_Work item:_
Pull each line with the string "nodes" from the entries.

_Records to use:_
-.-.-
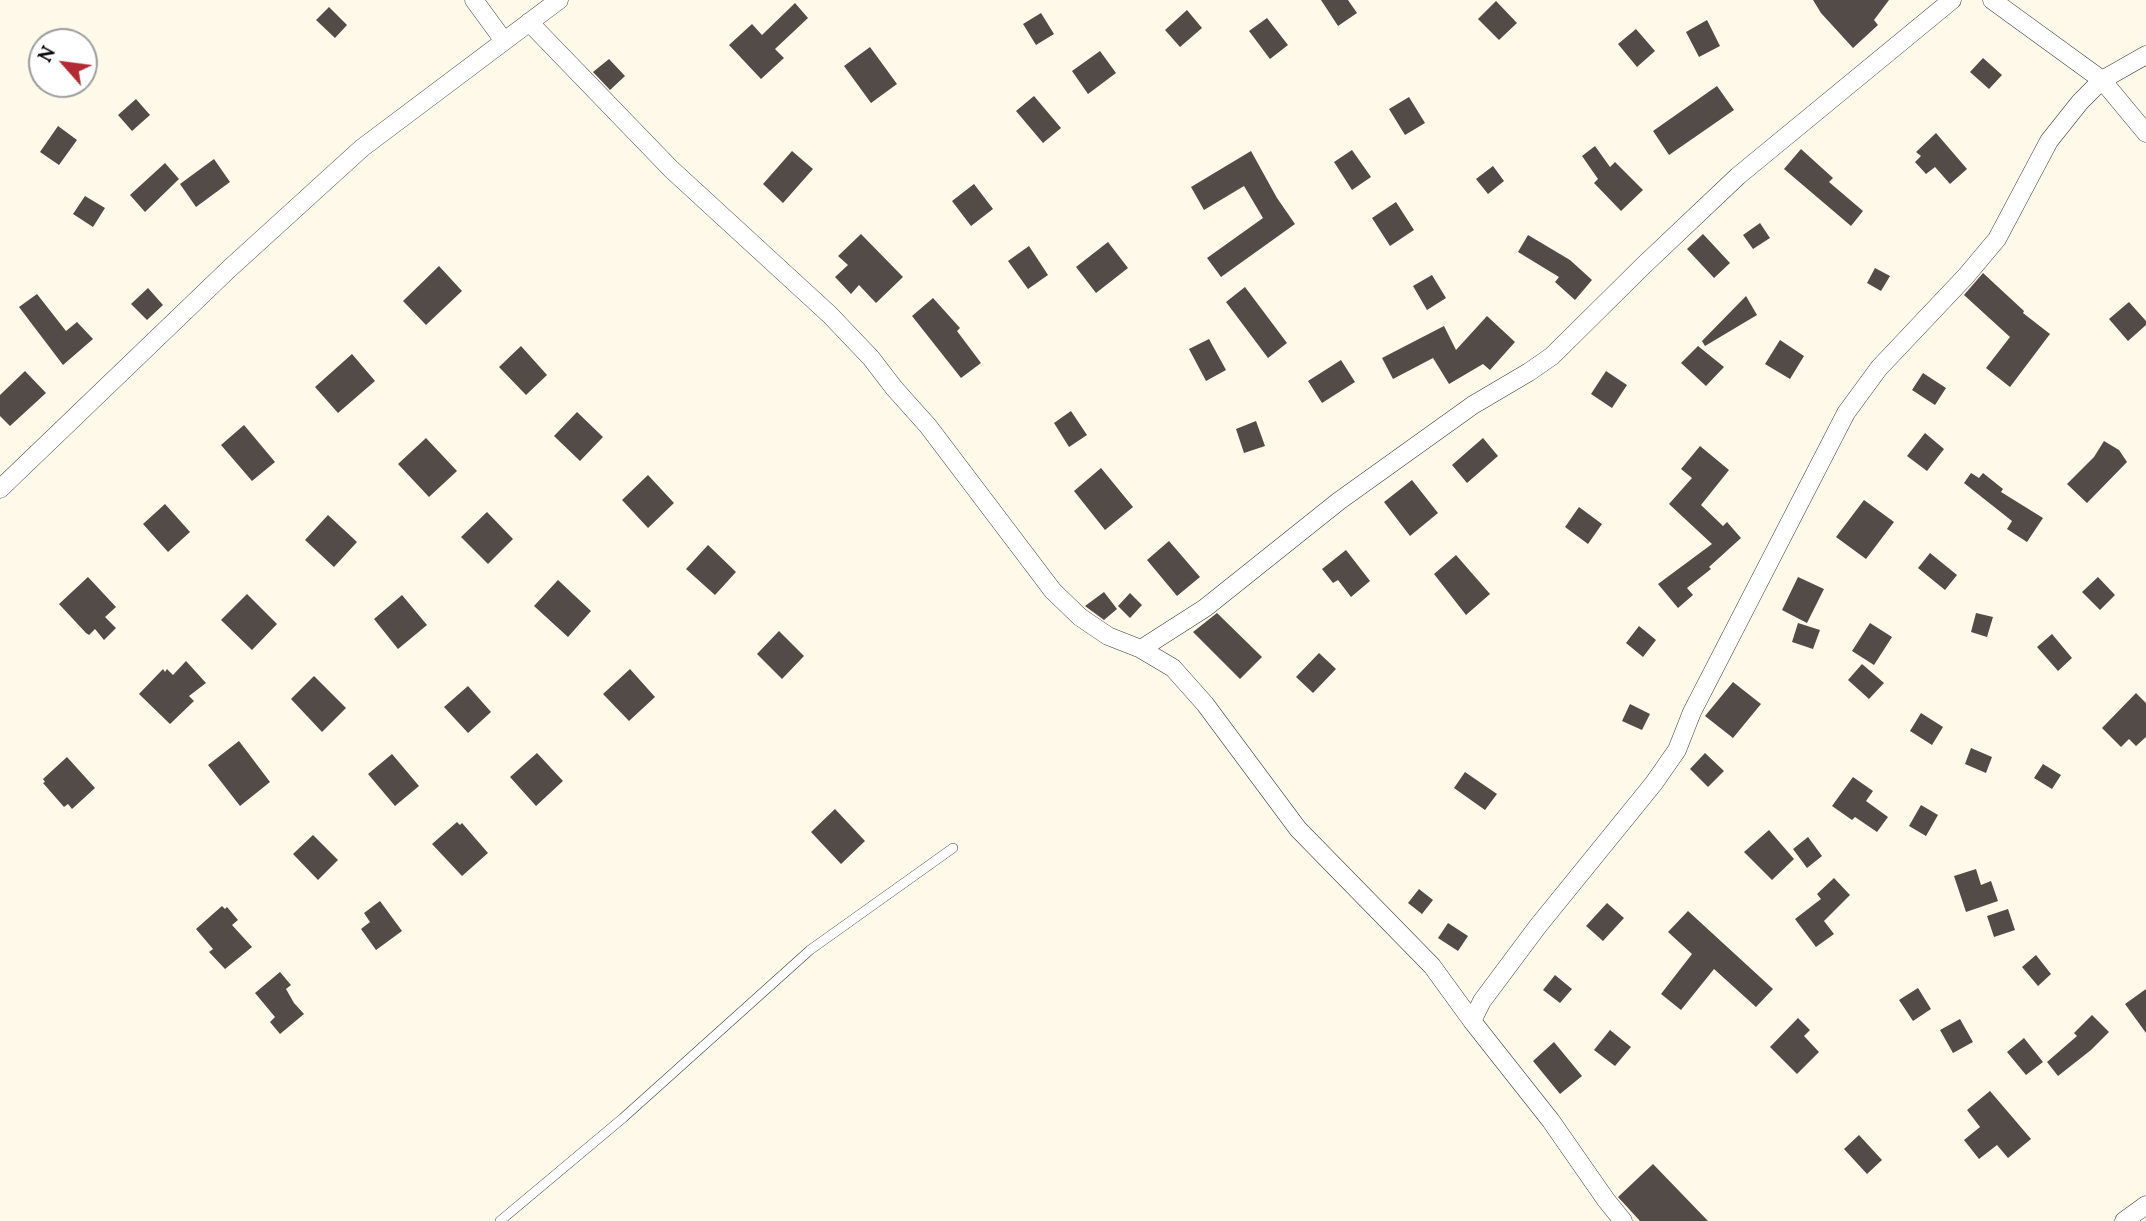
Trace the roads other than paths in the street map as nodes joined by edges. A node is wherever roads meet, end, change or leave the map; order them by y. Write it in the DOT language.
-.-.-
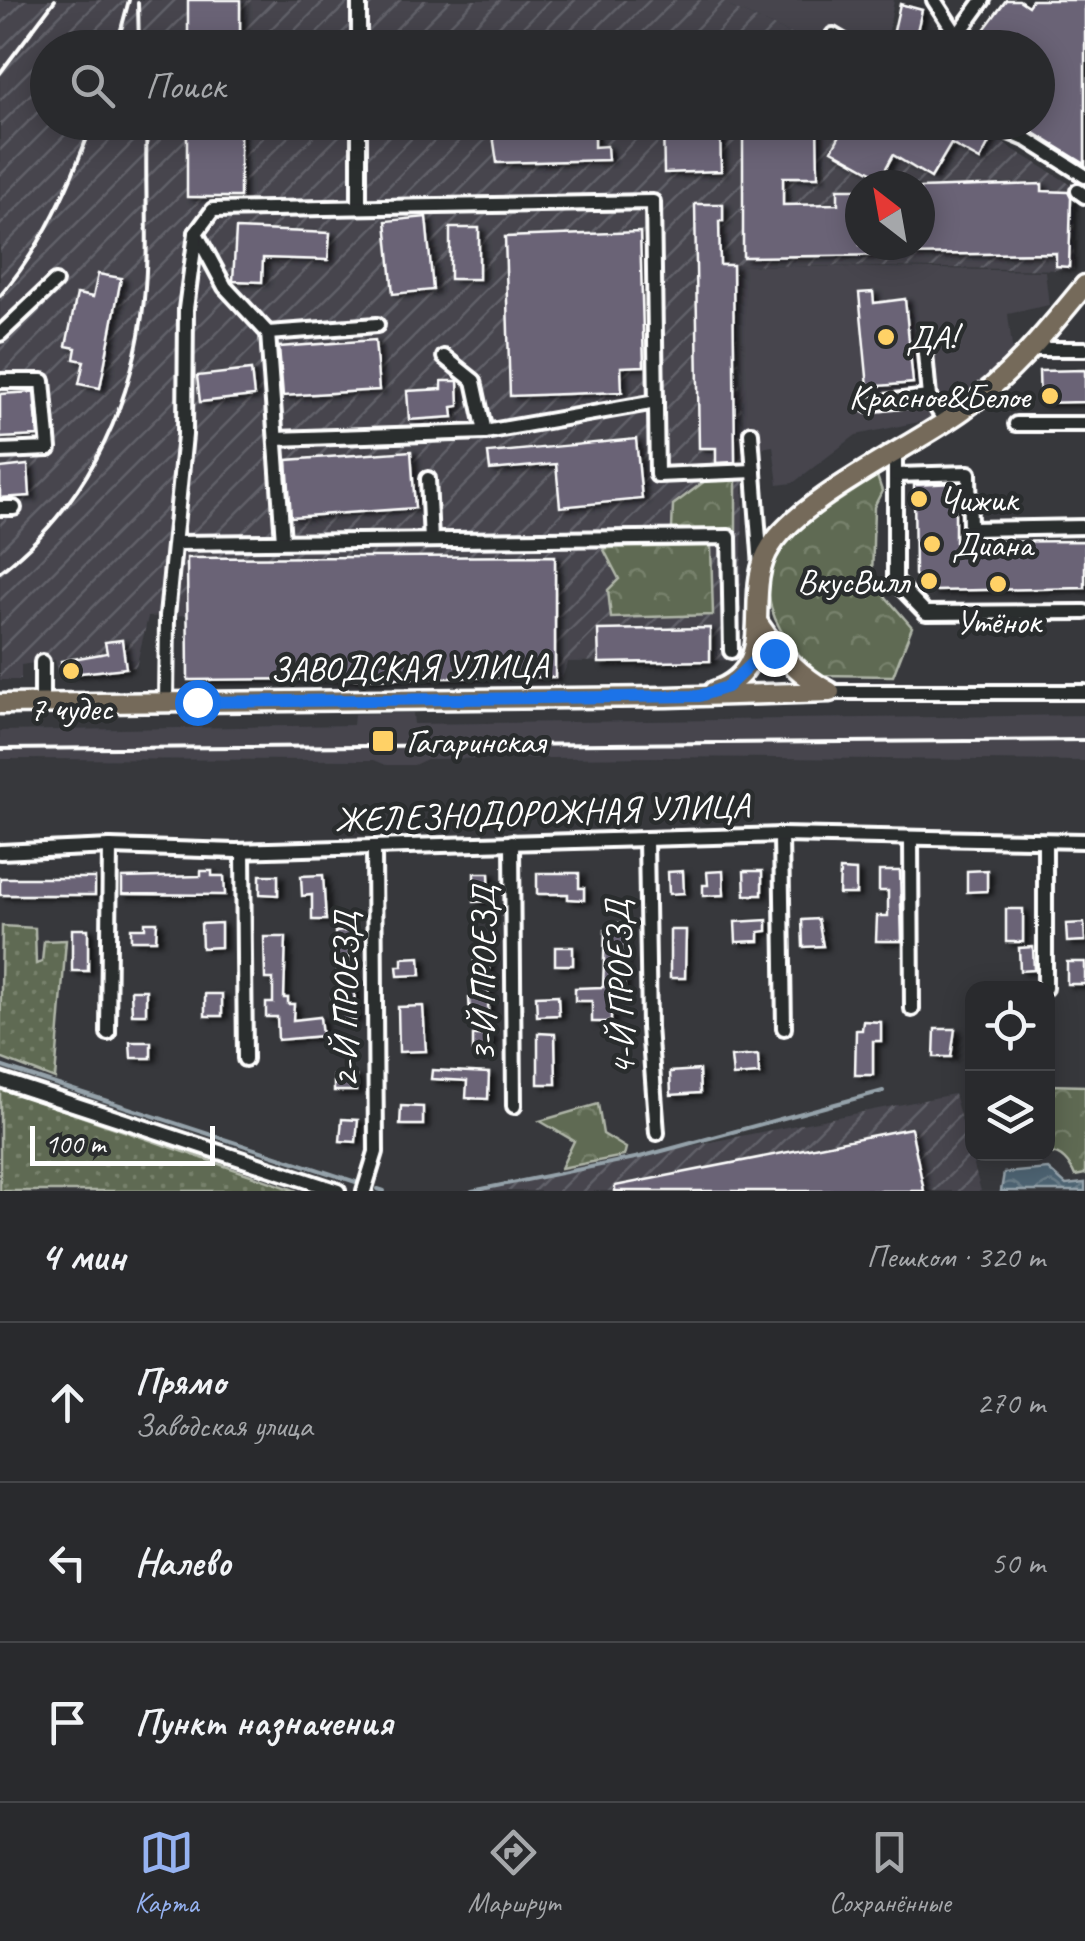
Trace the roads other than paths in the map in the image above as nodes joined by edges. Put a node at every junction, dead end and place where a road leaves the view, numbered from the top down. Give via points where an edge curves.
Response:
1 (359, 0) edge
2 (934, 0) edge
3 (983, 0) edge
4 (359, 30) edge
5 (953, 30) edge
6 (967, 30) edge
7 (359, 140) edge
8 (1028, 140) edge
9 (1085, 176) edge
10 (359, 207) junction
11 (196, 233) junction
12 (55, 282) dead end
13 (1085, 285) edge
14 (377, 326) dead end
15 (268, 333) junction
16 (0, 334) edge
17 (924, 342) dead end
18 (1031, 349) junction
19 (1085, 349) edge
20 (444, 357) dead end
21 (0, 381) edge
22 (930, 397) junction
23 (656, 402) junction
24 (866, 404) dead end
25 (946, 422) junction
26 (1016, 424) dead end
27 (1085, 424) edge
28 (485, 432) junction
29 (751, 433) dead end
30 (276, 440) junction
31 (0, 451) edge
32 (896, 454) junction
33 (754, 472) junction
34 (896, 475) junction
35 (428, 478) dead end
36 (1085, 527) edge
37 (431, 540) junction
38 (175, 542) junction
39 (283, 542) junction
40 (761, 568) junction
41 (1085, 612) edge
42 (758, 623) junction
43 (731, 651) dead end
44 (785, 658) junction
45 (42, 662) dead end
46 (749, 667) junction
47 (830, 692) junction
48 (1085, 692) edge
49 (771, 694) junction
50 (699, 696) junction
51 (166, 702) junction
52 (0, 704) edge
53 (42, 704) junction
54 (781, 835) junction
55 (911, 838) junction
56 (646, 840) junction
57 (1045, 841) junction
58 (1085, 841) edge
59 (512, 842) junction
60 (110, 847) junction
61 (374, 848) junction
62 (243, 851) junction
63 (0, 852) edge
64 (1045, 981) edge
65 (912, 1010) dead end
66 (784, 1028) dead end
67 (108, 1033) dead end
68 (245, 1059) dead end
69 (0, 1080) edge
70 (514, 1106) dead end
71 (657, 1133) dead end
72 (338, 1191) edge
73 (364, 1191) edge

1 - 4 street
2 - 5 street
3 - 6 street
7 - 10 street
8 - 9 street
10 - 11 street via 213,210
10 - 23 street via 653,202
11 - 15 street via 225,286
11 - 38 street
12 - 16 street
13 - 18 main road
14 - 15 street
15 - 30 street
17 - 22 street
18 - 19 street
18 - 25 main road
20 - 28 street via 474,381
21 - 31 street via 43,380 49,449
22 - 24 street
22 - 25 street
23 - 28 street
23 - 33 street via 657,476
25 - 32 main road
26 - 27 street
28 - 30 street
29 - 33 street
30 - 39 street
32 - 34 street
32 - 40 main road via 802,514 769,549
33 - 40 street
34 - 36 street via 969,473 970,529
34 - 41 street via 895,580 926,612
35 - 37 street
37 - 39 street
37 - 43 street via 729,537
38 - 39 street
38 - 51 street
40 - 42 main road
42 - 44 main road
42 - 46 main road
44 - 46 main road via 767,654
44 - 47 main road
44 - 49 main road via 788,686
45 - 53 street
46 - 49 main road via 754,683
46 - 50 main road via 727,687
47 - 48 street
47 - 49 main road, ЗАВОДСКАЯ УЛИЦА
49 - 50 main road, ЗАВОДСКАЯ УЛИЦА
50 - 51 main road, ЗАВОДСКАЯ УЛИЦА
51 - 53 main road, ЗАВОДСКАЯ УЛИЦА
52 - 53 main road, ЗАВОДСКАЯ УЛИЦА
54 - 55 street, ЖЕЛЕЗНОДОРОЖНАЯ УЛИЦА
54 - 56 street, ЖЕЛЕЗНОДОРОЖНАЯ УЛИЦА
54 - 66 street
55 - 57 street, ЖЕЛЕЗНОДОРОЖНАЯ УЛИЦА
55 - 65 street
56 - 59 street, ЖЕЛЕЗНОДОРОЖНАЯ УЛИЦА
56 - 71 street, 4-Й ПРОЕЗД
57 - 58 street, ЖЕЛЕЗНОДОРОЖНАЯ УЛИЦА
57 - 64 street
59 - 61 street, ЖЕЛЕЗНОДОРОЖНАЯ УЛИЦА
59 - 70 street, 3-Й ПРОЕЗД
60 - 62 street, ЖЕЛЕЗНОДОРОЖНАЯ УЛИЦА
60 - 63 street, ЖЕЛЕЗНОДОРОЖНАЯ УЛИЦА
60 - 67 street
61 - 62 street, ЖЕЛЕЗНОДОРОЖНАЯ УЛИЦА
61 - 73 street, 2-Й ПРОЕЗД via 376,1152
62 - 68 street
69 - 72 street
-.-.-
_Solved exercise:_
Trace the roads other than paths in the street map as nodes joined by edges. A node is wherever roads meet, end, change or leave the map; order them by y. Write it in the DOT language.
Trace the roads other than paths in the map in the image above as nodes joined by edges. Put a node at every junction, dead end and place where a road leaves the view, numbered from the top down. Give via points where an edge curves.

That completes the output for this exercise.